Je le regardai au sol, désormais recouvert de boue et de sang.
Sans réfléchir davantage, je saisis l’armure par les poignées et la traînai jusqu’à la maison familiale. Je ne saurais dire ce qui se passa alors dans ma tête. Mes pensées étaient brouillées, comme étouffées.
Je peinais à tirer l’armure le long de la rue, tandis que les habitants s’affairaient autour de moi, tentant de sauver ce qu’ils pouvaient encore du village, le visage marqué par la fatigue et le deuil.
Une fois arrivée, j’ouvris la porte. L’intérieur de la maison avait été en partie retourné, mais cela n’avait aucune importance pour l’instant. Je déposai l’armure dans un coin de la pièce, puis repartis chercher de l’eau. J’arrachai un morceau de rideau tombé au sol pour commencer à la nettoyer.
Plus je m’acharnais à ma tâche, plus une idée sourde me martelait l’esprit. Je me redressai finalement, tentant d’ignorer ce murmure intérieur.
En passant devant la chambre que je partageais avec mes frères et sœurs, mon regard se posa sur leurs lits et sur les jouets éparpillés, renversés lors de l’attaque. Je remarquai alors le bracelet de mon grand frère, abandonné sur le sol.

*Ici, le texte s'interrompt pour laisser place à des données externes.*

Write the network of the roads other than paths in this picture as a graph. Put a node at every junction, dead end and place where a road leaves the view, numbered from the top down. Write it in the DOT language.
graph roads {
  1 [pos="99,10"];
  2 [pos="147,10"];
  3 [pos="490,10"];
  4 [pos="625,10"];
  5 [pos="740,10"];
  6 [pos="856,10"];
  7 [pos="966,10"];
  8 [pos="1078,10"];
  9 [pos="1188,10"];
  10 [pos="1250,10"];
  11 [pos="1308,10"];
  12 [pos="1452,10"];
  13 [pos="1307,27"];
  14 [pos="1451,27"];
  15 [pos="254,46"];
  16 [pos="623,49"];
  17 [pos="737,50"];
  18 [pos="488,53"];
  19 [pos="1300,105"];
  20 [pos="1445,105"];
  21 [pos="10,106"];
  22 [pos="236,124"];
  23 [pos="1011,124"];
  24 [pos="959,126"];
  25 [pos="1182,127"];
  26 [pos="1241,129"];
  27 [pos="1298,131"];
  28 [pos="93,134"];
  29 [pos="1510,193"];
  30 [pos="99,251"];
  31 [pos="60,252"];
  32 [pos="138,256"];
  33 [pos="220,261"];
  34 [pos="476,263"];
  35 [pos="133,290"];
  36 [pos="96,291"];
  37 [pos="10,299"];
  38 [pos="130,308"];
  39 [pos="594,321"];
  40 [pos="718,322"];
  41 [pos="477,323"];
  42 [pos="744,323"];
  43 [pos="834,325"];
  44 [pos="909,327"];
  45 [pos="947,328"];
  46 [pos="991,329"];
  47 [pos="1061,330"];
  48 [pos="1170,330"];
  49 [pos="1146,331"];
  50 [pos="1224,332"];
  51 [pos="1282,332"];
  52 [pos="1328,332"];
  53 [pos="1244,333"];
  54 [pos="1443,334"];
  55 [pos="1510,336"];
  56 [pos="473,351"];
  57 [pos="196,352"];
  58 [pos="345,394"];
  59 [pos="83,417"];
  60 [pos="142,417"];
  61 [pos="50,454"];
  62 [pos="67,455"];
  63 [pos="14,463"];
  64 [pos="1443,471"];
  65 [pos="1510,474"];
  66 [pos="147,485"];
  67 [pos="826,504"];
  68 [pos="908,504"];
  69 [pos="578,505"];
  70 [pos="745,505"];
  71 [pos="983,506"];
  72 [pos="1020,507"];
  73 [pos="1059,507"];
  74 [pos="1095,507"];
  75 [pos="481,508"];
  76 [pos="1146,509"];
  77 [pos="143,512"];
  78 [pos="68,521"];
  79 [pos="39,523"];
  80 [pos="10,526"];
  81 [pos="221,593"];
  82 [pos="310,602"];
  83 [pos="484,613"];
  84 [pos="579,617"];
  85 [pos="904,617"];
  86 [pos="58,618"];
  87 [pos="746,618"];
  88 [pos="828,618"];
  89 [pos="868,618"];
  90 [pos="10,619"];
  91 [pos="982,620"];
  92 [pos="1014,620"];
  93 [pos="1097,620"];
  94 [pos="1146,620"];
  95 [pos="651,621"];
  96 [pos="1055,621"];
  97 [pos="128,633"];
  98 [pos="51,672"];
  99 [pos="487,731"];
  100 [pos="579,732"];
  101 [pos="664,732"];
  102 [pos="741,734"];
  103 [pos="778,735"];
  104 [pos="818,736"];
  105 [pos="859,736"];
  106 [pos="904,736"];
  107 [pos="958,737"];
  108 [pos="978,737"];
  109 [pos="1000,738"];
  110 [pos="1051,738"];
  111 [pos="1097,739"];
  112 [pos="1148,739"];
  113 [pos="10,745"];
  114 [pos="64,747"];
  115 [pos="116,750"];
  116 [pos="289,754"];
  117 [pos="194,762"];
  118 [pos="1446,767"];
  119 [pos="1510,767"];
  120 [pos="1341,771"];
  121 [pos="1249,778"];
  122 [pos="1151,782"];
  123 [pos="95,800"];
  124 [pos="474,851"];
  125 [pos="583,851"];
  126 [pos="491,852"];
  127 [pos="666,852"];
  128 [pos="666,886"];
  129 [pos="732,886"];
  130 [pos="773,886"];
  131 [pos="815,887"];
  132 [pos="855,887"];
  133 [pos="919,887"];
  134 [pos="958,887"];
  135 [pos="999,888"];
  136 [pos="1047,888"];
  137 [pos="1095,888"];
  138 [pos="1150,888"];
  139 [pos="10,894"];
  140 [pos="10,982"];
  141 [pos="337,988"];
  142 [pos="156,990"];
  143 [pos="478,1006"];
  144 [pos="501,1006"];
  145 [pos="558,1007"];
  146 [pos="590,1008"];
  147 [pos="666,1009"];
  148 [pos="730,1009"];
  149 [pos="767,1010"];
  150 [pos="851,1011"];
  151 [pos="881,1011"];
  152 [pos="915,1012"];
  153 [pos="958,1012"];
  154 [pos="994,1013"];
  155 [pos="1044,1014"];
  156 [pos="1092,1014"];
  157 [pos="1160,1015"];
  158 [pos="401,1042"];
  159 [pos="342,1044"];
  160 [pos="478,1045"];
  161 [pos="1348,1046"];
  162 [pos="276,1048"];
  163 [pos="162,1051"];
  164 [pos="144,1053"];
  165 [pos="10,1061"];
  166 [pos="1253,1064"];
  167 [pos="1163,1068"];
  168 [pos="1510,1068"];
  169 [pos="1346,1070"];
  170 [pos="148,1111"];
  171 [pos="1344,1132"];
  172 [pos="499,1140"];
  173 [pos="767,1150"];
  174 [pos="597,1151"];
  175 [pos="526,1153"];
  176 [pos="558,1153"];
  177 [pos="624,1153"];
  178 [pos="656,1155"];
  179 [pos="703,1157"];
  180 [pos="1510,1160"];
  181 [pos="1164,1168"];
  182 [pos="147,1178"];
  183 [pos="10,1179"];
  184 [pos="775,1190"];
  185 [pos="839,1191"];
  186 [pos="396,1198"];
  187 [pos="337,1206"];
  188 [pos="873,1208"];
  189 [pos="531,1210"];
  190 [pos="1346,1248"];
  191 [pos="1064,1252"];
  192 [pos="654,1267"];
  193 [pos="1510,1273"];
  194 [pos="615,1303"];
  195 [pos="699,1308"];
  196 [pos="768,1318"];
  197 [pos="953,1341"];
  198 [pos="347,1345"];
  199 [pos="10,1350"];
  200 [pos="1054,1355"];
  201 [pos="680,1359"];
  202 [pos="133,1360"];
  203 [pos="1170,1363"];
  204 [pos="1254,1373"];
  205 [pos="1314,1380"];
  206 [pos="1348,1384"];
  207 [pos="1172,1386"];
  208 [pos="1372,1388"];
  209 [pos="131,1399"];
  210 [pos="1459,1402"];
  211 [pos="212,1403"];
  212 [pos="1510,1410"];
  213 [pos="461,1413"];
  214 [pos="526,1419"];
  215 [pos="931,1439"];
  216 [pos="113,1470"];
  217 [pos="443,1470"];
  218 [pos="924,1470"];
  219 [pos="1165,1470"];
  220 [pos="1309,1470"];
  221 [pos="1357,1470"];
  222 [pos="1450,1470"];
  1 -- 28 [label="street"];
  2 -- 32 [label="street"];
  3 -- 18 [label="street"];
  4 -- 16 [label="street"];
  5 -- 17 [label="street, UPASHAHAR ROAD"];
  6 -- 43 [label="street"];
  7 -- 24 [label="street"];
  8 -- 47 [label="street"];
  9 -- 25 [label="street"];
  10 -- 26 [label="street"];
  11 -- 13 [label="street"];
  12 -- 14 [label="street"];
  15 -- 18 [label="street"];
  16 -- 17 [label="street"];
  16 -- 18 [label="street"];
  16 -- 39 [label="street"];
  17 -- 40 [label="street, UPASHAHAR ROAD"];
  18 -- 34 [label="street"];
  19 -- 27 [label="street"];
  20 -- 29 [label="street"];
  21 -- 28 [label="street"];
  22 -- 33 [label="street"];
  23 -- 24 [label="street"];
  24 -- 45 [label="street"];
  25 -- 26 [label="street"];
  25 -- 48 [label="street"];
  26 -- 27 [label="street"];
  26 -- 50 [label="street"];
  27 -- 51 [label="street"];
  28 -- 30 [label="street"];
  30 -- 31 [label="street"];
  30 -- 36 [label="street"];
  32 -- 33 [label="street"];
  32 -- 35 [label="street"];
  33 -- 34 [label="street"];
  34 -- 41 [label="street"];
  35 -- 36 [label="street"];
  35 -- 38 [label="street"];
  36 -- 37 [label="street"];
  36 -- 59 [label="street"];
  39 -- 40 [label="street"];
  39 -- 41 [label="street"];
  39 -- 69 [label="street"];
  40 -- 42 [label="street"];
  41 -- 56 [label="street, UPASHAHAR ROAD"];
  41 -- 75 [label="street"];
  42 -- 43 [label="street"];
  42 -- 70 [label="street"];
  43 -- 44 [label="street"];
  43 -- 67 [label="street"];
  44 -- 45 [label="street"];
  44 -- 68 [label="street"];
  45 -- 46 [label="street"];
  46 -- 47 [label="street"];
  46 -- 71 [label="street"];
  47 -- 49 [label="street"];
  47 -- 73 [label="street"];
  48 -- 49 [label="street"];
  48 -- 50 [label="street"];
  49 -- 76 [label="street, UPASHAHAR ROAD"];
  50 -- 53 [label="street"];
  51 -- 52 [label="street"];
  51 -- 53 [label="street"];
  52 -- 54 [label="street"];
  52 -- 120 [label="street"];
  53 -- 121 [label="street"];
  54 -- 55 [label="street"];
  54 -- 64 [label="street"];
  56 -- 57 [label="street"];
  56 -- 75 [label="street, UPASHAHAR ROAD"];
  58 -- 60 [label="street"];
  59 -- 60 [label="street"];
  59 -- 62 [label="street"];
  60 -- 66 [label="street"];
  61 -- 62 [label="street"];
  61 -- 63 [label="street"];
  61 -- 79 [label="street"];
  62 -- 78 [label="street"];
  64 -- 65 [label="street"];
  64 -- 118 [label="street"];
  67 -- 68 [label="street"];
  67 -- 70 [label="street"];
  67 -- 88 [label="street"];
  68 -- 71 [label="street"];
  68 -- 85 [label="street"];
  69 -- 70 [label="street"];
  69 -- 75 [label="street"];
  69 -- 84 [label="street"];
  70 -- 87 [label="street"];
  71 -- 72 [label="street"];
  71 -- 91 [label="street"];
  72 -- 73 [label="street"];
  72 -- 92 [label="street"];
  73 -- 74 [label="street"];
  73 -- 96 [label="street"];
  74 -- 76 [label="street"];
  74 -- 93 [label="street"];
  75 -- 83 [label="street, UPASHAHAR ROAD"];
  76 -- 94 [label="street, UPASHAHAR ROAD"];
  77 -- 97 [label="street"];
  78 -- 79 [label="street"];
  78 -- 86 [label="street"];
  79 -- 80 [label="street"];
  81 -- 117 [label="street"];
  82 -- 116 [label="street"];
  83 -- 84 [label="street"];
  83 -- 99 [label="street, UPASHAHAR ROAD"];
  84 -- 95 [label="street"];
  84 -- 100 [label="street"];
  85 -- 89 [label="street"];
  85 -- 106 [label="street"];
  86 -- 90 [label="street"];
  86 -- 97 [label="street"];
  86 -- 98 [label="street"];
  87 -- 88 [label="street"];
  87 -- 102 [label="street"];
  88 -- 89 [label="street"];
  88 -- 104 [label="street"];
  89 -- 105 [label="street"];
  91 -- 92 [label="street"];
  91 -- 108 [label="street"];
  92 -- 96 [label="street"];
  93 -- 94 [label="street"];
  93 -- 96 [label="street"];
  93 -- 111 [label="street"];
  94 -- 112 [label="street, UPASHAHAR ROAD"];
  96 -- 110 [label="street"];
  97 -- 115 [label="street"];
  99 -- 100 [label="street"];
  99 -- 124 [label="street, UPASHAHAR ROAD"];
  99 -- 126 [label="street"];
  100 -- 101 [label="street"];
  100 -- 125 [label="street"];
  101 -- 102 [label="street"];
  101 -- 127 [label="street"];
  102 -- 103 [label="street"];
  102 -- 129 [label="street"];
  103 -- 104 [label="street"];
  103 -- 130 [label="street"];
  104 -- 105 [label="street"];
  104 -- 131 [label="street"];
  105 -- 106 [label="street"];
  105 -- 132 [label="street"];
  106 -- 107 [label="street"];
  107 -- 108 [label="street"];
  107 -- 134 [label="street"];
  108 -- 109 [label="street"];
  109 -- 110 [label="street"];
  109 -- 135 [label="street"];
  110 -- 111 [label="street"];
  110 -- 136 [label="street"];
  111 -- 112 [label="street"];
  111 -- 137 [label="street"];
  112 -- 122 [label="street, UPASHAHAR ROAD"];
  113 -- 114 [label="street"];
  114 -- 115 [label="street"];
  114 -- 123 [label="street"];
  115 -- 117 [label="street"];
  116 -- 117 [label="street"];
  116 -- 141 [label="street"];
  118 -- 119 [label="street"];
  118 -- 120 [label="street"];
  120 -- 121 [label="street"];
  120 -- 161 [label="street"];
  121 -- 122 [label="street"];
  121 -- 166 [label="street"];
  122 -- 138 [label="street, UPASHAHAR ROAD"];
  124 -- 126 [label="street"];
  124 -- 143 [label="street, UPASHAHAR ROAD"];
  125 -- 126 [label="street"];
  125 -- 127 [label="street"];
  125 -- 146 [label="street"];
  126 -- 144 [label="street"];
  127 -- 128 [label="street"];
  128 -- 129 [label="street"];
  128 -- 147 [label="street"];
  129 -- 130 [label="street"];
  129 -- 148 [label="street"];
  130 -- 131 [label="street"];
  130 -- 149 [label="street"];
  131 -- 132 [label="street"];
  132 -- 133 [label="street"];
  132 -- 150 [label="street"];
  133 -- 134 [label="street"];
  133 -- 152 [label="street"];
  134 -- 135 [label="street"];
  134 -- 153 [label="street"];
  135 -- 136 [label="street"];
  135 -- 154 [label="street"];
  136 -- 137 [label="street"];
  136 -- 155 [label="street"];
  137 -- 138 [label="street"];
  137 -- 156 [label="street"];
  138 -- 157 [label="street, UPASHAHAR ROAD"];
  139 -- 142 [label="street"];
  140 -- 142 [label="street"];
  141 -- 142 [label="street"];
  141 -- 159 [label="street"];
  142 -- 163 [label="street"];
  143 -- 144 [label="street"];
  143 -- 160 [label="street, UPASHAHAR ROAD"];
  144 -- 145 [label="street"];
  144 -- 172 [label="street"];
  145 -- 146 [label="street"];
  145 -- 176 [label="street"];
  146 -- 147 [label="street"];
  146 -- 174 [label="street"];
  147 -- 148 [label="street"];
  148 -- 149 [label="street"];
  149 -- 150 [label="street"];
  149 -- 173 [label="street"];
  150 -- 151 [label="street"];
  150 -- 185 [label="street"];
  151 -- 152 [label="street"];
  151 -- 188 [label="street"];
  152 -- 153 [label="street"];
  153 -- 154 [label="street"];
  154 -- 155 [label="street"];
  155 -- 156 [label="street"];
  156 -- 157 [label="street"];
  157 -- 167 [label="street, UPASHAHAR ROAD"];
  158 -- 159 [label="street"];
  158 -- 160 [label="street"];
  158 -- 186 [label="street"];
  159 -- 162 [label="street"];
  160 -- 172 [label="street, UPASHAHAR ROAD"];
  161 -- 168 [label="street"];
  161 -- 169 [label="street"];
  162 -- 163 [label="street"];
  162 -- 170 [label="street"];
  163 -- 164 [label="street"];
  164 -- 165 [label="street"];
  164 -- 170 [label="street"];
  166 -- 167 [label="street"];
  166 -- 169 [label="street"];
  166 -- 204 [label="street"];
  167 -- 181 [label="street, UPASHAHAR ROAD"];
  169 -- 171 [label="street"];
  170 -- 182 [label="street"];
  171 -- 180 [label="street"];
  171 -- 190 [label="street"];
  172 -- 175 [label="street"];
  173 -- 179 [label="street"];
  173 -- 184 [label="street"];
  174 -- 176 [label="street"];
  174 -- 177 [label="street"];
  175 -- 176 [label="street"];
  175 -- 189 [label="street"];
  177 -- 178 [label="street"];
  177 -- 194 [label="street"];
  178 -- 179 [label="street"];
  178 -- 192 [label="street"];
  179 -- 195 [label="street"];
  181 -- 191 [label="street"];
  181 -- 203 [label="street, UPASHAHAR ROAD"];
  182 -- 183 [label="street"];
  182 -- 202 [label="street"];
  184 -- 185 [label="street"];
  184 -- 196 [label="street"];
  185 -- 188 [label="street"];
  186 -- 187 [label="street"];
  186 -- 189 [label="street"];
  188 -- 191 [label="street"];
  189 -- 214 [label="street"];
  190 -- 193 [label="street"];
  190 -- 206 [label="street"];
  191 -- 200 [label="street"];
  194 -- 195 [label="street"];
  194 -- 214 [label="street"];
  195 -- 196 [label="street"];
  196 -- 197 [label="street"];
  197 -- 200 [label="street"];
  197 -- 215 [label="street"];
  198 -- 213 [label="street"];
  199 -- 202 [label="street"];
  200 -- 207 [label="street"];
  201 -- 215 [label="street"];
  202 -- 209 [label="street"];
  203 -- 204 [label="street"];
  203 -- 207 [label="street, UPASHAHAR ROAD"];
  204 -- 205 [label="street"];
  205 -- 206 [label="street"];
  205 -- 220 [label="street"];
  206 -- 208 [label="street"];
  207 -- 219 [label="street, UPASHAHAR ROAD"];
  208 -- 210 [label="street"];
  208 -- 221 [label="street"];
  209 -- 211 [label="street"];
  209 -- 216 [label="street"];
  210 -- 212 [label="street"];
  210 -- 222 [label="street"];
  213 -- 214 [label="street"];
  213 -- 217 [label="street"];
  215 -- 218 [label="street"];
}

Ce n’était qu’un simple cordage de cuir, orné d’un petit bouclier de fer servant de fermoir. Je le ramassai et le serrai fort dans ma main, repensant à tout ce qui venait de se produire. Je le passai autour de mon poignet et le pressai contre mon front, me disant qu’il resterait avec moi, désormais.
En me retournant, j’aperçus la bibliothèque renversée. Les livres étaient éparpillés un peu partout, sans doute sans valeur aux yeux des pillards. Je me dirigeai vers la pièce principale, mais heurtai du pied l’un des ouvrages posés au sol, le poussant légèrement.
Il était recouvert d’une couverture et maintenu fermé par une lanière de cuir. En le retournant, je reconnus aussitôt le journal de ma grand-mère.
Mon regard glissa alors vers l’armure, silencieuse, immobile, qui reposait dans la pièce comme en attente.